SaaS is one of the world’s best business models. CRM gets paid in advance, the revenue is recurring and the business requires no capital. Every year, 9 out of 10 customers remain for another year without CRM having to do anything.

“In my opinion, SaaS companies are a bit misunderstood. They have high earnings multiples and are considered too expensive by many value investors.”

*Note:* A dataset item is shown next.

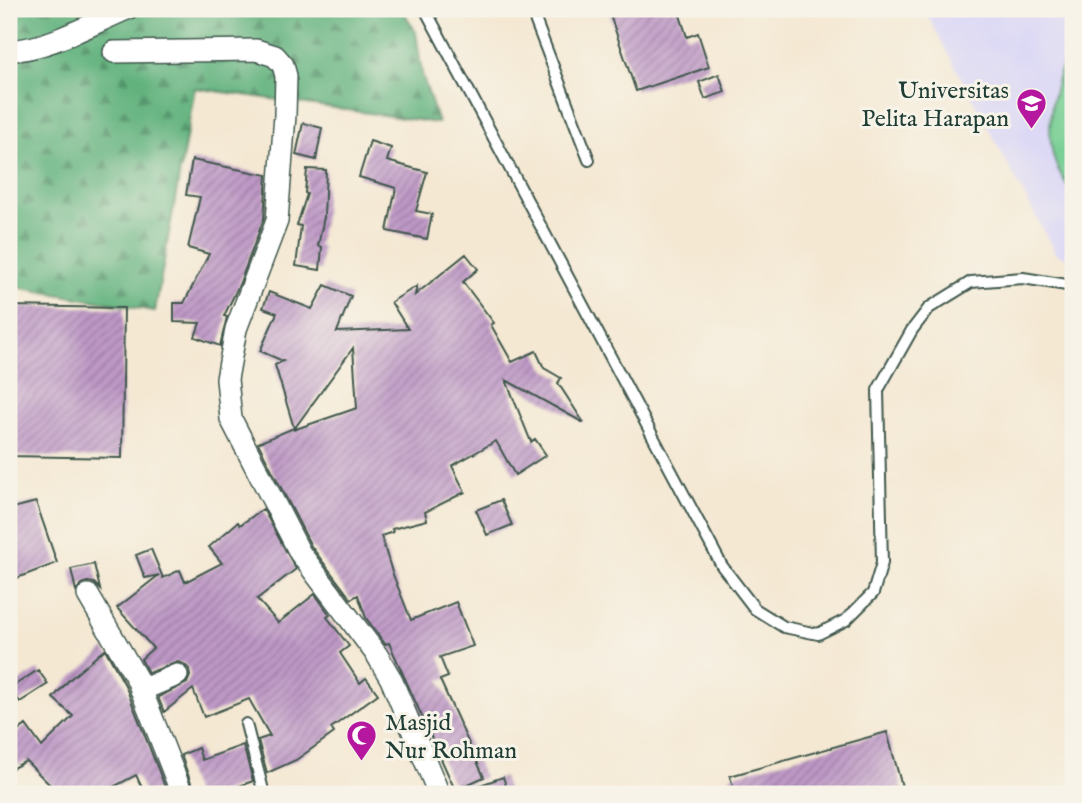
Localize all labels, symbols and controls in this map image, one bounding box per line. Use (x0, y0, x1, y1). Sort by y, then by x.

In my opinion, SaaS companies are a bit misunderstood. They have high earnings multiples and are considered too expensive by many value investors. However, this is based on a somewhat outdated view of accounting. Let me explain. If a company wants to grow, it must invest. Volvo has to buy new machinery and Starbucks has to open new cafes. For classic companies, this expense is taken outside the income statement and then depreciated in the future. This means that investment does not directly affect profits. When CRM wants to grow, it does not need to buy anything, but it does have to pay for sales and marketing. This expense is recognised in the income statement and affects profit for the same year. However, the outlay will generate profits for many years to come.

 

In 2019, CRM grew by 29 percent and generated USD 1.9 billion in cash flow (after the cost of shares to employees). During the year, 7.9 billion was spent on sales and marketing. Assuming 60% of that cost is to support its extreme growth, we can add another 3.7 billion (after tax) to the free cash flow. So, if CRM chose to grow more slowly it could generate 5.6 billion in cash flow. This means that CRM was valued at 22 times its “mature” cash flow in March, and not at the P/E 1000 that a superficial analysis would suggest. I think this is cheap for a company with the potential and quality of CRM.